== EXCERPTED RECORDS
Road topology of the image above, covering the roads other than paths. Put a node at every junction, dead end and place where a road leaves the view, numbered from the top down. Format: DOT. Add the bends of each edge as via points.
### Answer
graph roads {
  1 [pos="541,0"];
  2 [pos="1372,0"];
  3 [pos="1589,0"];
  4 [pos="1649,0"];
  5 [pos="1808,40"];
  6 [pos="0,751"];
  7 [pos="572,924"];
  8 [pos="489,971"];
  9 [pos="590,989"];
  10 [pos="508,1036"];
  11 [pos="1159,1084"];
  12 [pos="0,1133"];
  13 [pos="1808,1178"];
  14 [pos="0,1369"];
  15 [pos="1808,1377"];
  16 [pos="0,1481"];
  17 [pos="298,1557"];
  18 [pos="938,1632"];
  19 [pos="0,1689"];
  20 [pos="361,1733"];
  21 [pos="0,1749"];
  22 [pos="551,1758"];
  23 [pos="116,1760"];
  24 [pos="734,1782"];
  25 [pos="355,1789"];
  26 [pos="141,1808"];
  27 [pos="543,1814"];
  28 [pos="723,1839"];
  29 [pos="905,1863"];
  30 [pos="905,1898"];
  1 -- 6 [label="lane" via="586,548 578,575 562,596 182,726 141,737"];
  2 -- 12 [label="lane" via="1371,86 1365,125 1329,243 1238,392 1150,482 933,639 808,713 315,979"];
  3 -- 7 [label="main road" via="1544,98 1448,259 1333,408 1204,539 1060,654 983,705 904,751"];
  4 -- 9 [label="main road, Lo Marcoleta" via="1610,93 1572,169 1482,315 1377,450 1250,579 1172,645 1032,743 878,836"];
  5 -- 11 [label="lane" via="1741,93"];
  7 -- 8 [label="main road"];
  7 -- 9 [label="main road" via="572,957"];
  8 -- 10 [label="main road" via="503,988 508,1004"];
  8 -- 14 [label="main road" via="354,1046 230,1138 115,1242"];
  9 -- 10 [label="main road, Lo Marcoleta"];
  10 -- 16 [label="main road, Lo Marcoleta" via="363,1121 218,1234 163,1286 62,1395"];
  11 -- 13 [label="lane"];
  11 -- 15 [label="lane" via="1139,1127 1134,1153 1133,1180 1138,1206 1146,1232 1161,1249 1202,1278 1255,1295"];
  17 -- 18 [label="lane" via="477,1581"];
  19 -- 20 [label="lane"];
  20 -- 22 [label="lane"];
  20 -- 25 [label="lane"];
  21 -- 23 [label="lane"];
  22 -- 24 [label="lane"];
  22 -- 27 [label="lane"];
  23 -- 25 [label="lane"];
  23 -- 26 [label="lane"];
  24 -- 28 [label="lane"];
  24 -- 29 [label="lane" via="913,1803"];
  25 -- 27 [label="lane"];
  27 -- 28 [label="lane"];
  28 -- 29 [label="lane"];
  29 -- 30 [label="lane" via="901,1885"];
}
====
== EXCERPTED RECORDS
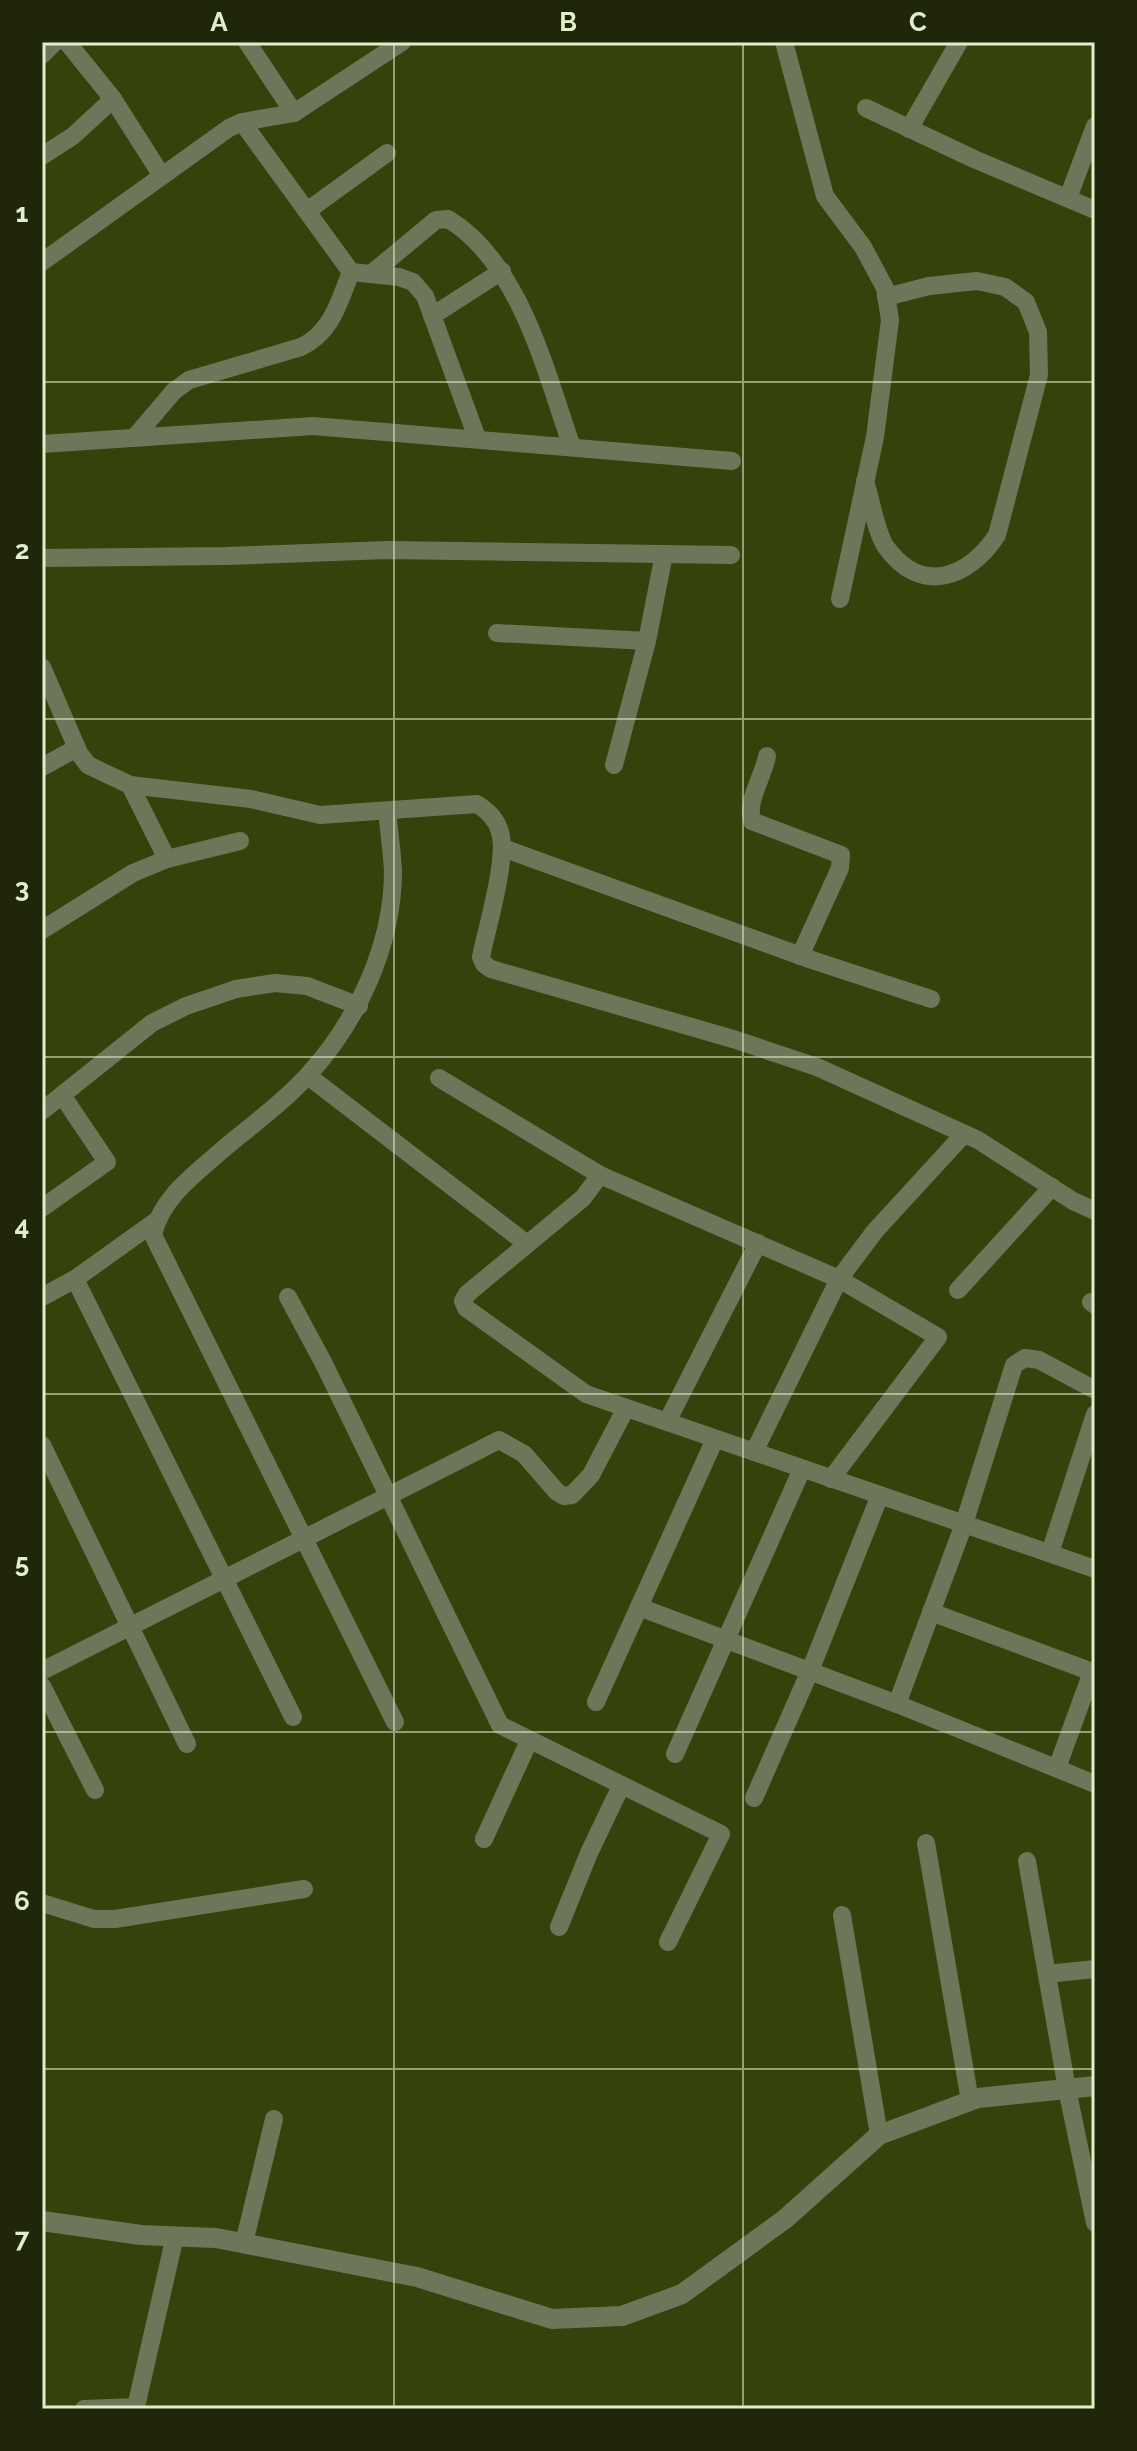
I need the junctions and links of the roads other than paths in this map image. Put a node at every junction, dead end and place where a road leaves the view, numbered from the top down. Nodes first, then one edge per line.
====
ABOUT THIS TASK. Every line in the data above that contains the word "than" should be copied.

FINISHED EXERCISE.
Road topology of the image above, covering the roads other than paths. Put a node at every junction, dead end and place where a road leaves the view, numbered from the top down. Format: DOT. Add the bends of each edge as via points.
I need the junctions and links of the roads other than paths in this map image. Put a node at every junction, dead end and place where a road leaves the view, numbered from the top down. Nodes first, then one edge per line.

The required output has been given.